:: Material to process ::

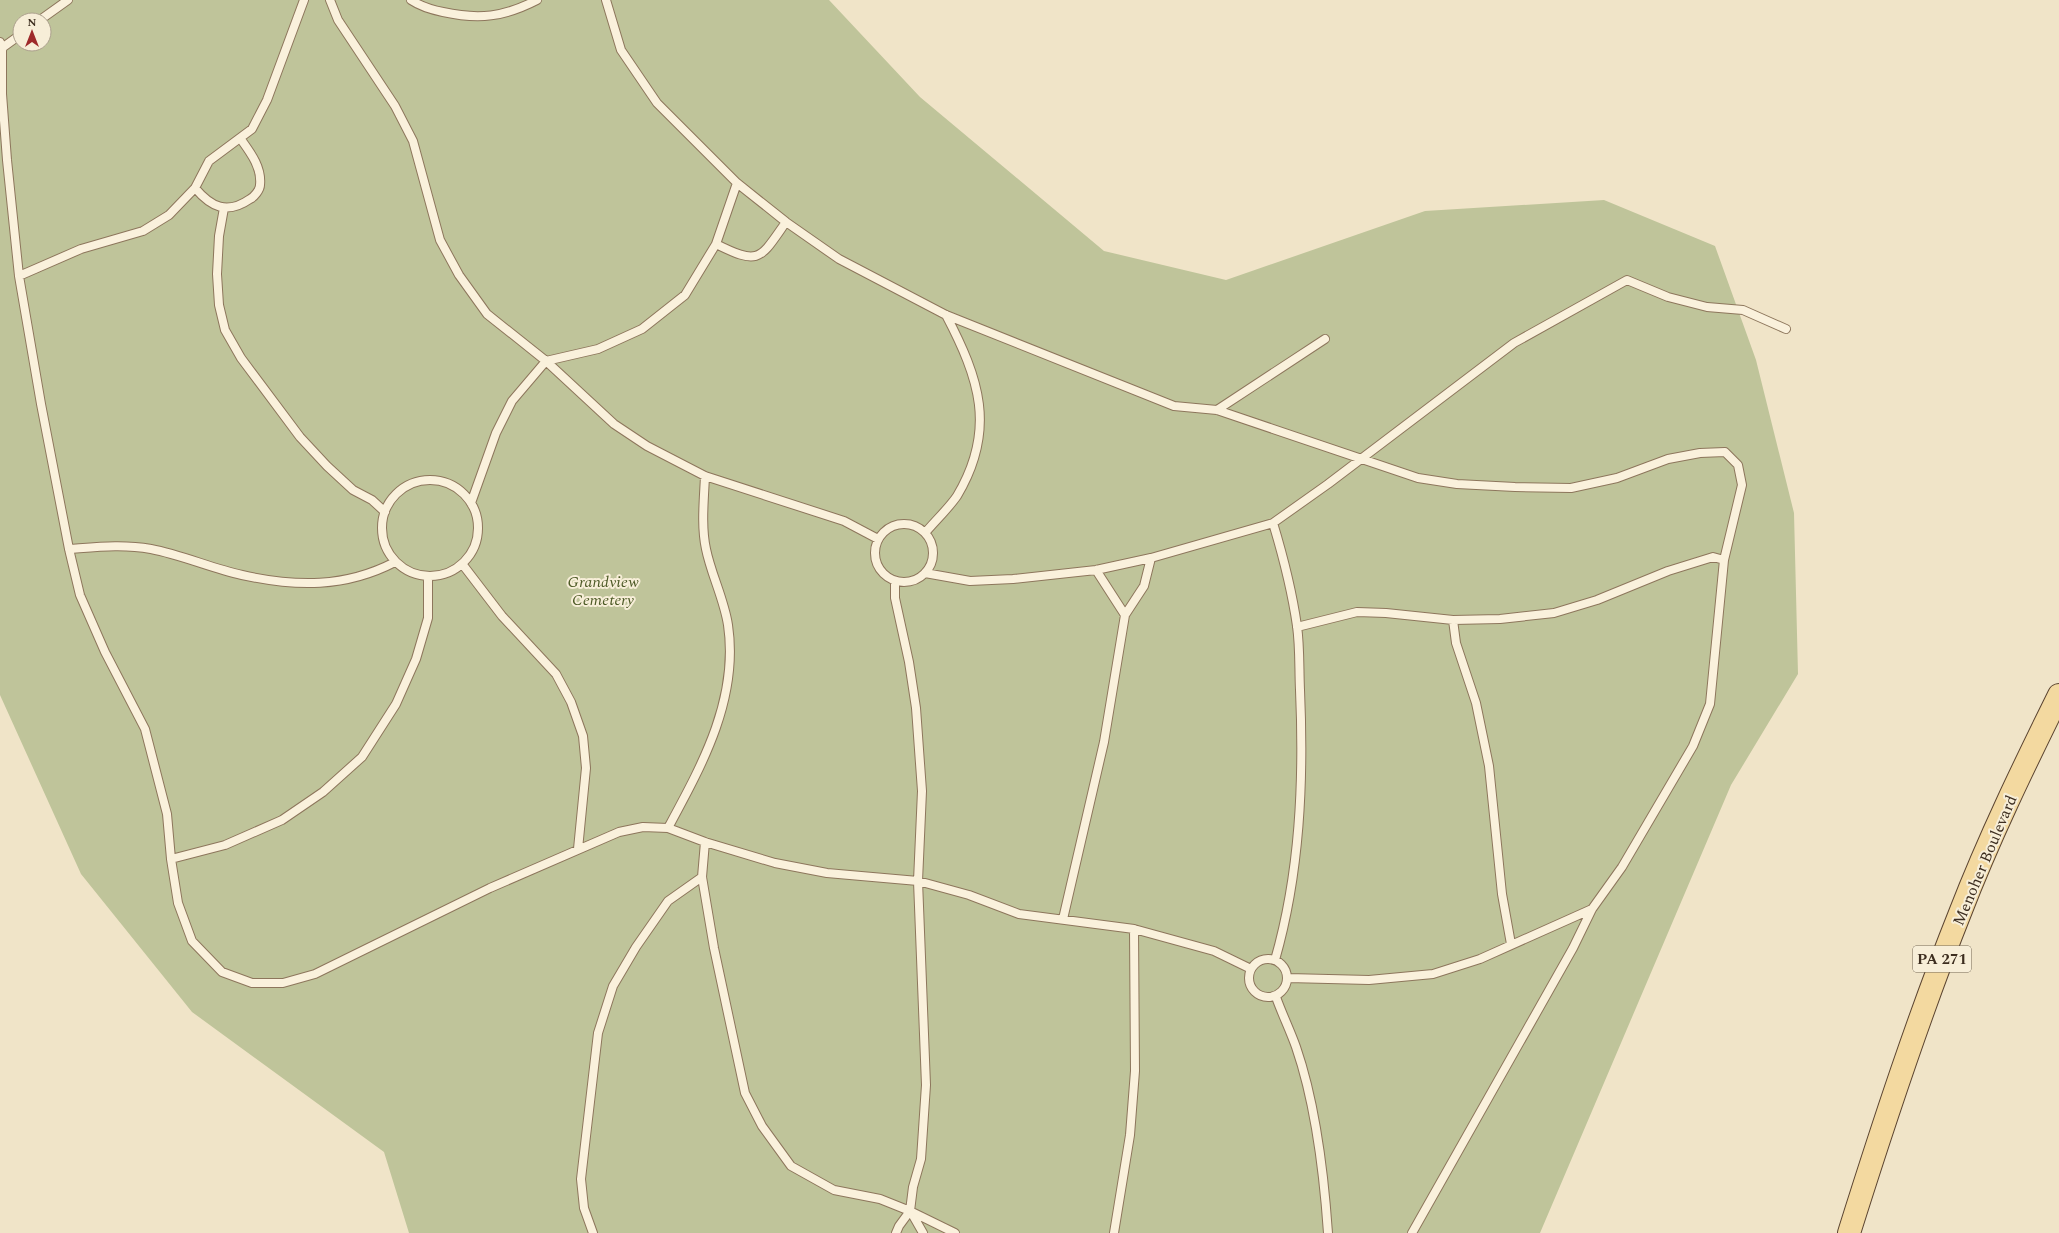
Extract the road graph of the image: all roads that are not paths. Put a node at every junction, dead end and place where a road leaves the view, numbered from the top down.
1 (68, 0) edge
2 (304, 0) edge
3 (330, 0) edge
4 (411, 0) edge
5 (536, 0) edge
6 (606, 0) edge
7 (51, 12) edge
8 (12, 39) edge
9 (1, 45) edge
10 (240, 138) junction
11 (737, 183) junction
12 (195, 188) junction
13 (224, 208) junction
14 (786, 222) junction
15 (716, 244) junction
16 (20, 276) junction
17 (946, 315) junction
18 (1786, 328) dead end
19 (1324, 339) dead end
20 (546, 361) junction
21 (1217, 410) junction
22 (1360, 460) junction
23 (705, 476) junction
24 (471, 503) junction
25 (385, 512) junction
26 (1273, 523) junction
27 (925, 533) junction
28 (878, 539) junction
29 (69, 548) junction
30 (1151, 558) junction
31 (1724, 560) junction
32 (395, 562) junction
33 (463, 565) junction
34 (1096, 570) junction
35 (925, 573) junction
36 (428, 576) junction
37 (895, 581) junction
38 (1125, 615) junction
39 (1453, 620) junction
40 (1297, 627) junction
41 (2059, 695) edge
42 (668, 828) junction
43 (705, 842) junction
44 (578, 849) junction
45 (171, 858) junction
46 (702, 877) junction
47 (918, 880) junction
48 (1592, 908) junction
49 (1063, 919) junction
50 (1134, 929) junction
51 (1511, 944) junction
52 (1275, 960) junction
53 (1251, 969) junction
54 (1288, 978) junction
55 (1276, 997) junction
56 (910, 1211) junction
57 (593, 1233) edge
58 (896, 1233) edge
59 (923, 1233) edge
60 (955, 1233) edge
61 (1114, 1233) edge
62 (1328, 1233) edge
63 (1412, 1233) edge
64 (1849, 1233) edge

1 - 7 lane
2 - 10 lane
3 - 20 lane
4 - 5 lane
6 - 11 lane
8 - 9 lane
9 - 16 lane
10 - 12 lane
10 - 13 lane
11 - 14 lane
11 - 15 lane
12 - 13 lane
12 - 16 lane
13 - 25 lane
14 - 15 lane
14 - 17 lane
15 - 20 lane
16 - 29 lane
17 - 21 lane
17 - 27 lane
18 - 22 lane
19 - 21 lane
20 - 23 lane
20 - 24 lane
21 - 22 lane
22 - 26 lane
22 - 31 lane
23 - 28 lane
23 - 42 lane
24 - 25 lane
24 - 33 lane
25 - 32 lane
26 - 30 lane
26 - 40 lane
27 - 28 lane
27 - 35 lane
28 - 37 lane
29 - 32 lane
29 - 45 lane
30 - 34 lane
30 - 38 lane
31 - 39 lane
31 - 48 lane
32 - 36 lane
33 - 36 lane
33 - 44 lane
34 - 35 lane
34 - 38 lane
35 - 37 lane
36 - 45 lane
37 - 47 lane
38 - 49 lane
39 - 40 lane
39 - 51 lane
40 - 52 lane
41 - 64 main road, Menoher Boulevard / PA 271
42 - 43 lane
42 - 44 lane
43 - 46 lane
43 - 47 lane
44 - 45 lane
46 - 56 lane
46 - 57 lane
47 - 49 lane
47 - 56 lane
48 - 51 lane
48 - 63 lane
49 - 50 lane
50 - 53 lane
50 - 61 lane
51 - 54 lane
52 - 53 lane
52 - 54 lane
53 - 55 lane
54 - 55 lane
55 - 62 lane
56 - 58 lane
56 - 59 lane
56 - 60 lane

:::

== Work to complete ==
In the entries above, count the lines that include "road" and write nothing but that number.

== Answer section ==
2